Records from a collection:
--- START ---

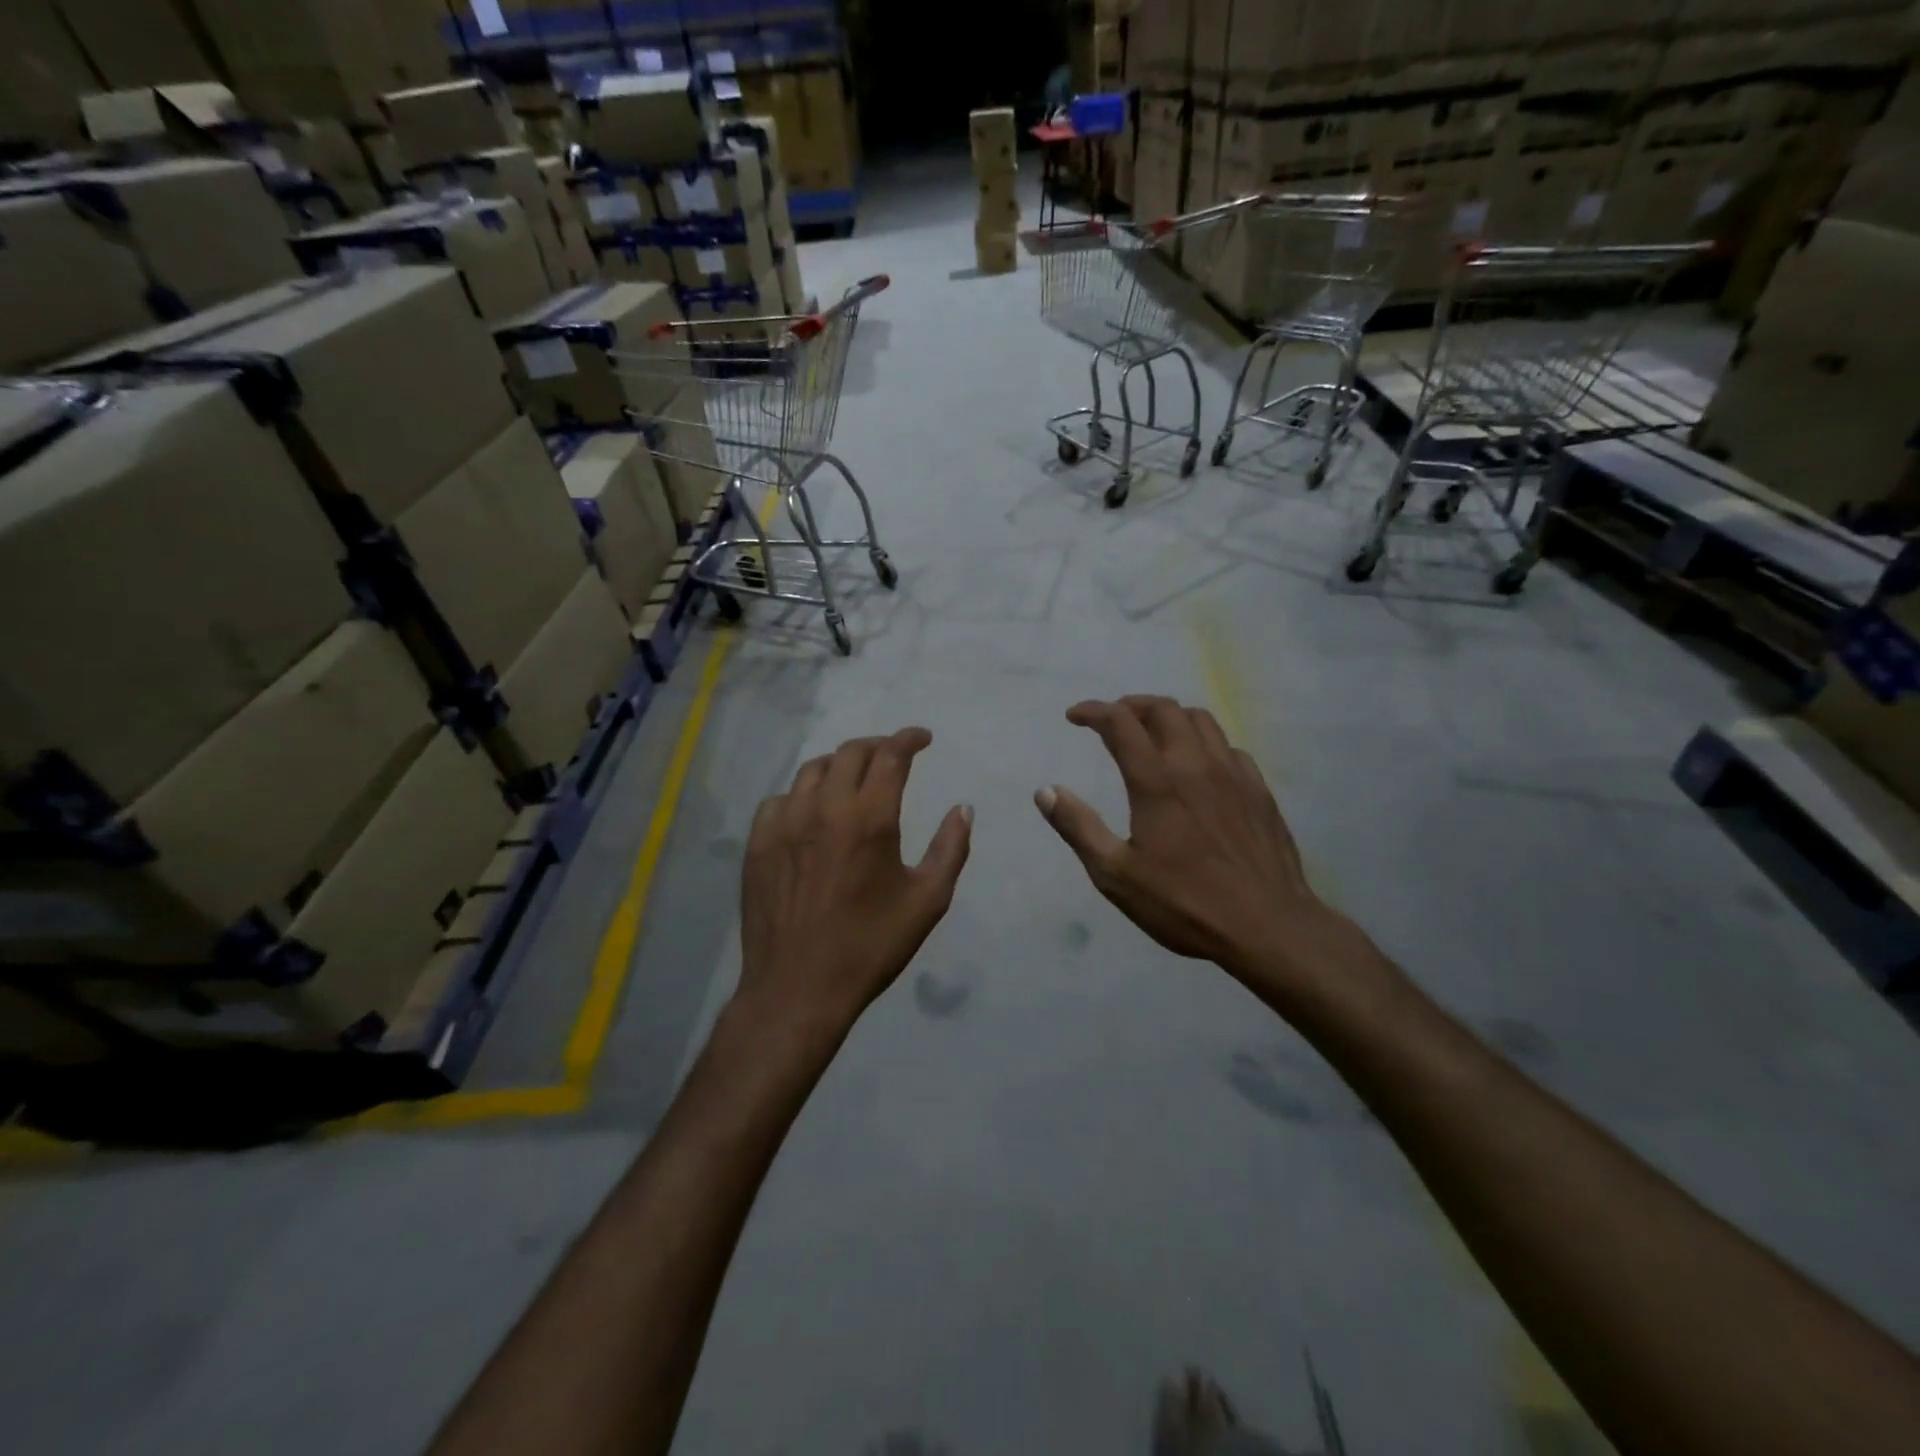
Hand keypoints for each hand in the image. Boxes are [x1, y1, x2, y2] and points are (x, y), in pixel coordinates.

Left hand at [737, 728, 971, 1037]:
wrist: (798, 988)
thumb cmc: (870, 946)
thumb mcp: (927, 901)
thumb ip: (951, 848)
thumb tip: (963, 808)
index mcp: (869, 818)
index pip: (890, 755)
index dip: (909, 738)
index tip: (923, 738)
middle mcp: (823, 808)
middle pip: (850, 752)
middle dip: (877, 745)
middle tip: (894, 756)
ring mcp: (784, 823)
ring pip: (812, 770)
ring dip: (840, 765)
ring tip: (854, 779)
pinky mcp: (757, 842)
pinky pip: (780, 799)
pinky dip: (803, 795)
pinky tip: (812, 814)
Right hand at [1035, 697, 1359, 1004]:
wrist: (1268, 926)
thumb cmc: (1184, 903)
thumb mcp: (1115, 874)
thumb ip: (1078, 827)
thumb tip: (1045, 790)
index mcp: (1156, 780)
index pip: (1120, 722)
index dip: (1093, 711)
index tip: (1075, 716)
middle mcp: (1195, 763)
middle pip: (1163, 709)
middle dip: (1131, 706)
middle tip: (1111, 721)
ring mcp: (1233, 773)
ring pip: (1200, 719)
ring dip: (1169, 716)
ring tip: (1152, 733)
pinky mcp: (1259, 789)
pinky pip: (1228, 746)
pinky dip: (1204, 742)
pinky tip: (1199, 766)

--- END ---
--- START ---

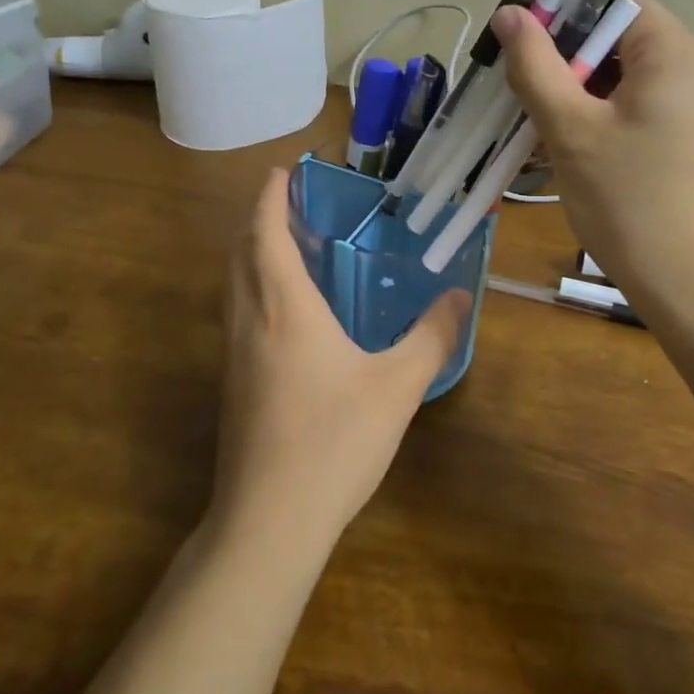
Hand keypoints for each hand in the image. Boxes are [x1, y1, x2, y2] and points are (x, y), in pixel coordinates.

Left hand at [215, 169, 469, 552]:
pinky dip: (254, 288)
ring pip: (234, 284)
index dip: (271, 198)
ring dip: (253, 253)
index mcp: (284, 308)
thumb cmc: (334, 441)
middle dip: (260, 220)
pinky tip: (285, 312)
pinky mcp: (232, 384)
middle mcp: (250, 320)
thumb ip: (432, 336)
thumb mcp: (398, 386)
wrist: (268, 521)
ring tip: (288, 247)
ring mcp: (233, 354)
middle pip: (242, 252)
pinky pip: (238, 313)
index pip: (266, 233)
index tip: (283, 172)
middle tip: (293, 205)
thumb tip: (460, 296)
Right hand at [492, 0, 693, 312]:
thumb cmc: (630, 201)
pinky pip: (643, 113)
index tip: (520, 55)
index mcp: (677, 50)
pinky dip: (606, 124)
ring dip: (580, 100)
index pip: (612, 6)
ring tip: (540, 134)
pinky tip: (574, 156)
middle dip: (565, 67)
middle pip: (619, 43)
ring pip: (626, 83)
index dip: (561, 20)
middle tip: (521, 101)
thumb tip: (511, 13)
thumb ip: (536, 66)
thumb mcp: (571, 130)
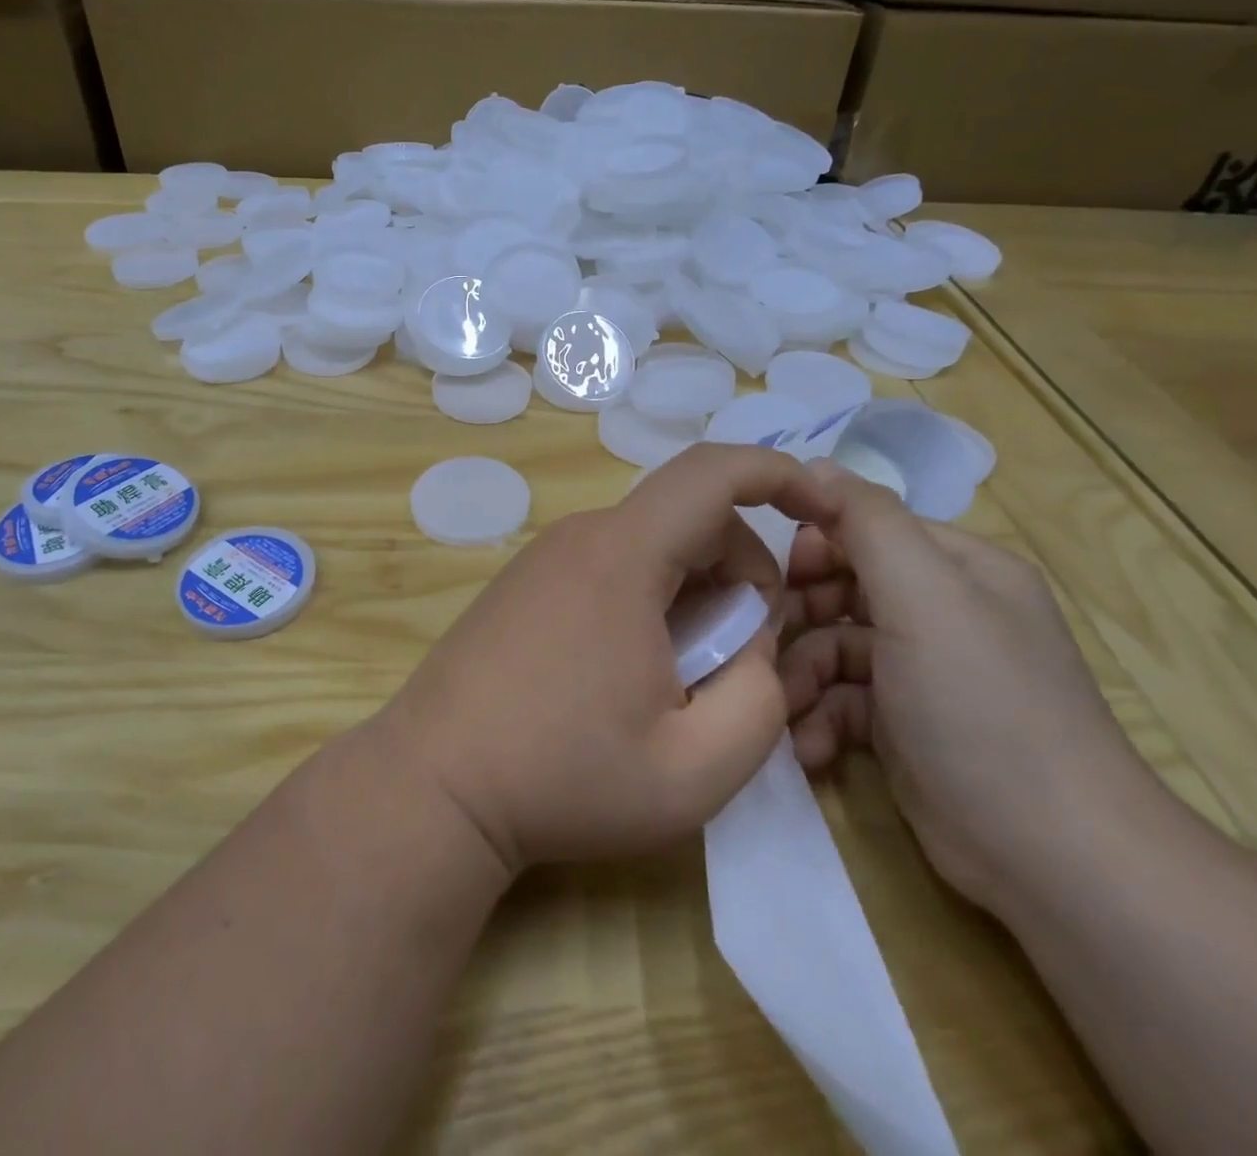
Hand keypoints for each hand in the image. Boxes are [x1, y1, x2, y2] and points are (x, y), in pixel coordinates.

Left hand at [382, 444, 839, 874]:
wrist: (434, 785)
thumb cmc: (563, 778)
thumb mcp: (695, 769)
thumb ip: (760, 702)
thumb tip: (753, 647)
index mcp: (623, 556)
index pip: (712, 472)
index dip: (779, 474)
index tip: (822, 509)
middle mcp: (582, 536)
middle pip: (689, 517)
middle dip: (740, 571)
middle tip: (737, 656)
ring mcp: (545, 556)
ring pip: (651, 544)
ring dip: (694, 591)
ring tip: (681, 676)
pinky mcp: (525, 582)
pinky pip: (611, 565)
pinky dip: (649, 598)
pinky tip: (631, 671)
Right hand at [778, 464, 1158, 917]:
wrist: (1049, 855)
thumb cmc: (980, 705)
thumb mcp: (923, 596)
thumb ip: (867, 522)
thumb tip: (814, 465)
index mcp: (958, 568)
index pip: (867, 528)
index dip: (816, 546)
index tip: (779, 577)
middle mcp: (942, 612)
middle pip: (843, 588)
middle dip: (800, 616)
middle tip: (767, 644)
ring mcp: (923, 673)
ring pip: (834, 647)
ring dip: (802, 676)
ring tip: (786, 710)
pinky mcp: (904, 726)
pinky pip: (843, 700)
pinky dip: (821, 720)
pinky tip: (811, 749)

--- END ---
--- START ---

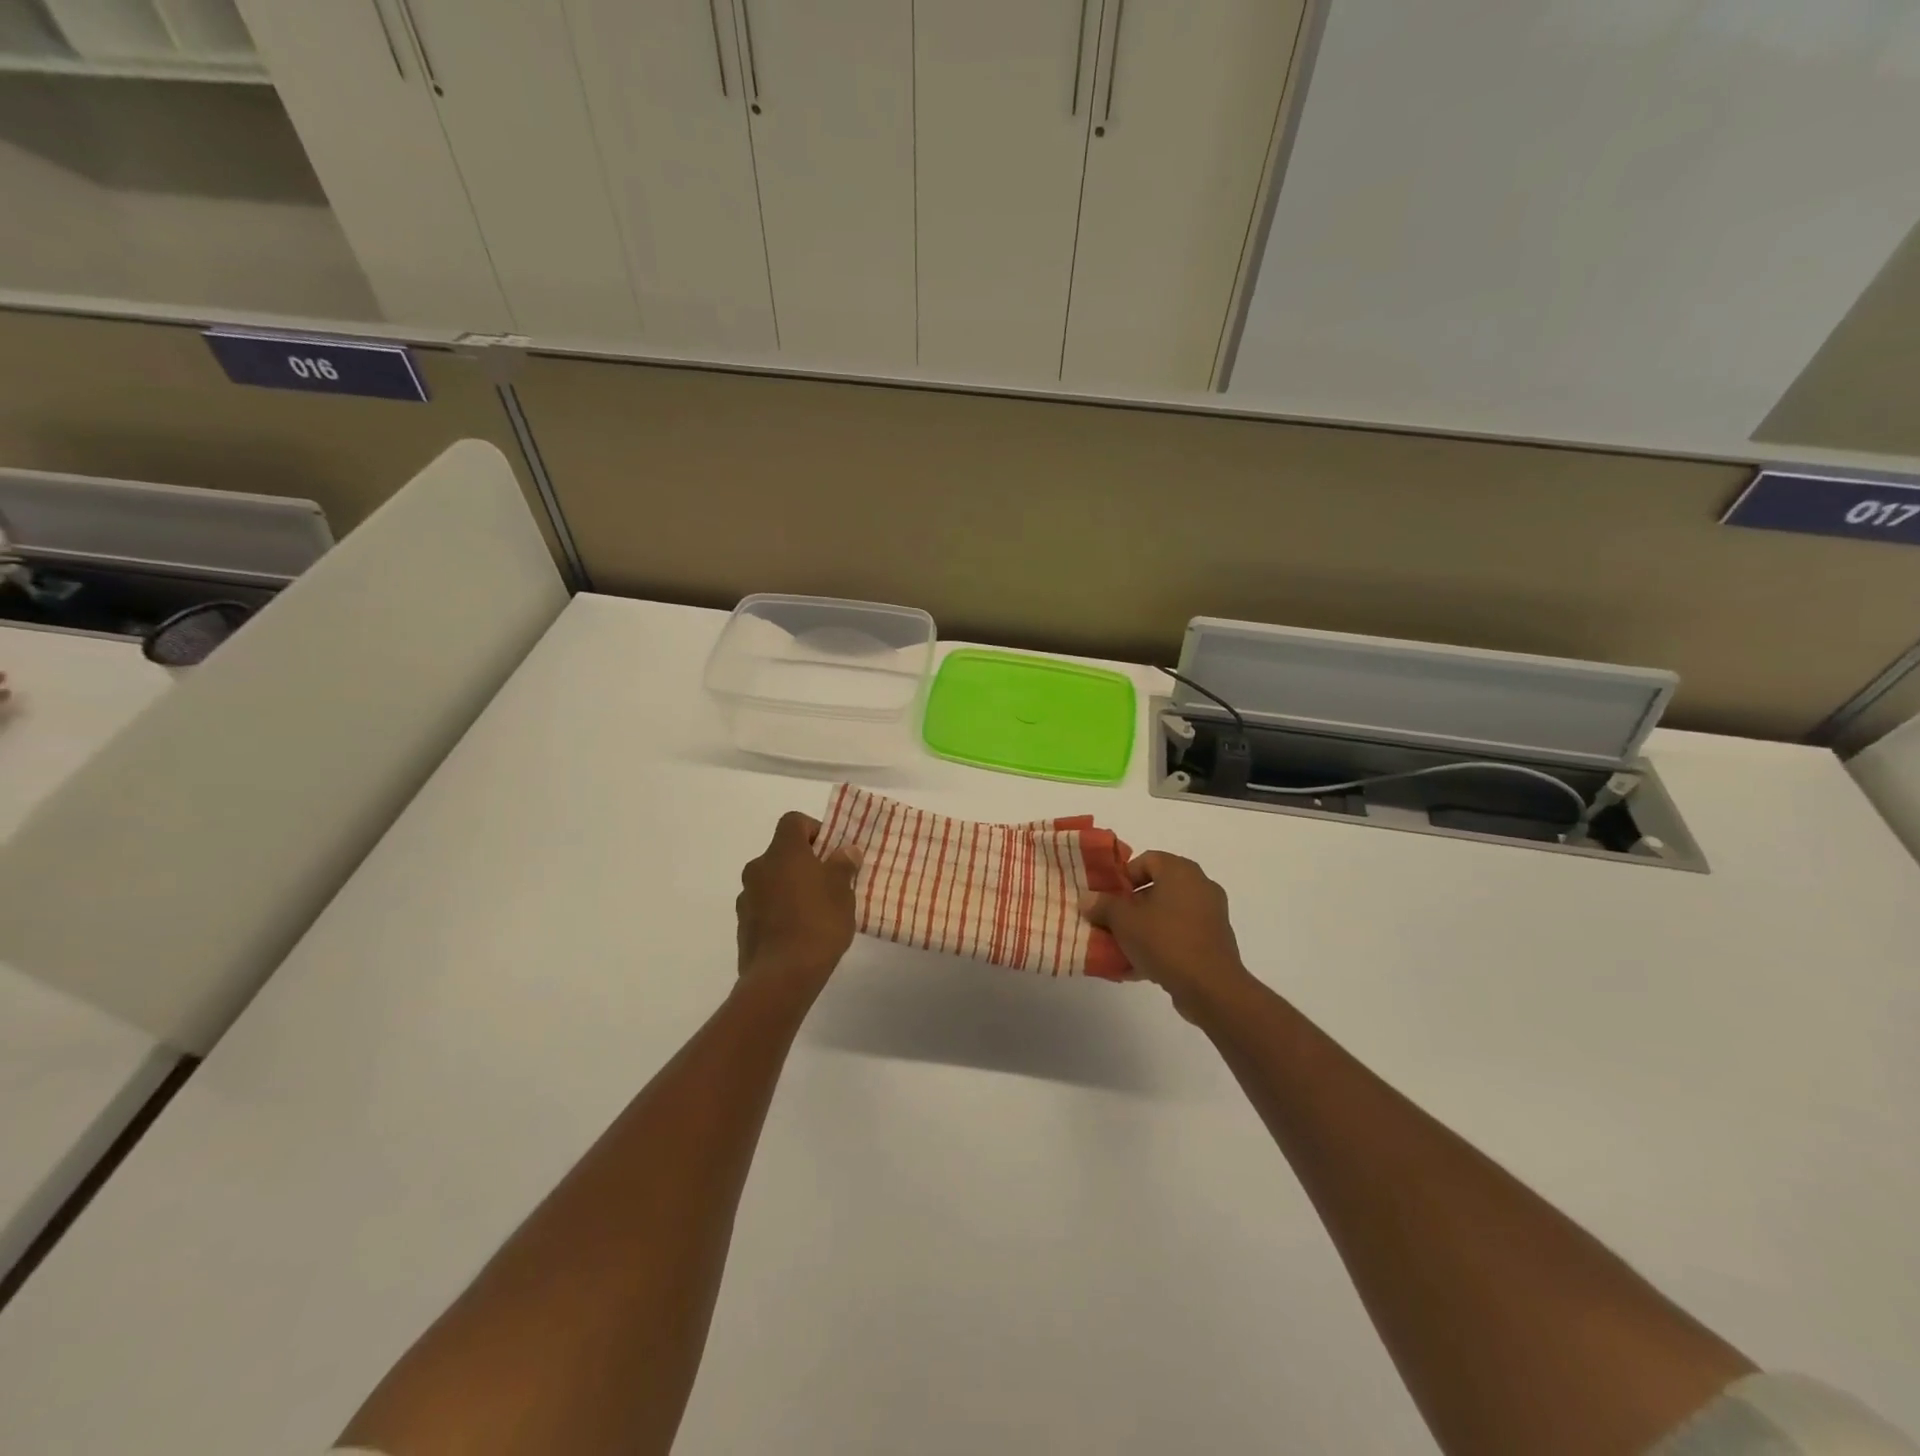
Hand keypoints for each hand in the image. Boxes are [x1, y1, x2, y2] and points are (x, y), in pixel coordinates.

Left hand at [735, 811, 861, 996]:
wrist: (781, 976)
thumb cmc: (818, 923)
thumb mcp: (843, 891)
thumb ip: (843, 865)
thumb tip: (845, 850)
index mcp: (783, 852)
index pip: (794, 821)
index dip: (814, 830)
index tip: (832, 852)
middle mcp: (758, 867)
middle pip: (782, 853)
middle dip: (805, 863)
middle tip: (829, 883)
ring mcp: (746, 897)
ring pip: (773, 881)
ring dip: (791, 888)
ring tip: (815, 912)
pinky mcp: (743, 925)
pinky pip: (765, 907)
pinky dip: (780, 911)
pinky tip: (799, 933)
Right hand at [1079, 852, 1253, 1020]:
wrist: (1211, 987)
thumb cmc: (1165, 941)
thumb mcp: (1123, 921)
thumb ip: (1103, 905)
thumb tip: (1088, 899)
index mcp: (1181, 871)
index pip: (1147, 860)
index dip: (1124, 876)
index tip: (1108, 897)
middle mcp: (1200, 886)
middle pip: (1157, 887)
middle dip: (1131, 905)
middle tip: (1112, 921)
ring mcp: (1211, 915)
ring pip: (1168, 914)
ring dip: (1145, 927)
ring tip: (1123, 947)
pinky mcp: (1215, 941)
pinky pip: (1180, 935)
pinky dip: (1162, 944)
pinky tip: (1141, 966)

--- END ---

● WHAT TO WORK ON
The required output is every line above from the one with "pinky dip: (803, 795)" down to the one with "pinky tip: (1199, 766)", restated word for word, ends included.

● COMPLETED TASK
pinky dip: (803, 795)
pinky tip: (812, 814)
Right hand at [1035, 697, 1359, 1004]:
wrist: (1268, 926)
thumb cmc: (1184, 903)
thumb mcp: (1115, 874)
thumb ip: (1078, 827)
thumb tip: (1045, 790)
index mcp: (1156, 780)
index pip: (1120, 722)
index dip: (1093, 711)
index tip: (1075, 716)
middle mcp: (1195, 763)
middle pip: (1163, 709)
middle dip: (1131, 706)
middle tip: (1111, 721)
ring mcp: (1233, 773)
ring pip: (1200, 719)
ring dip: (1169, 716)
ring tip: (1152, 733)
pinky mcp: (1259, 789)
pinky pip: (1228, 746)
pinky dip: (1204, 742)
pinky tip: (1199, 766)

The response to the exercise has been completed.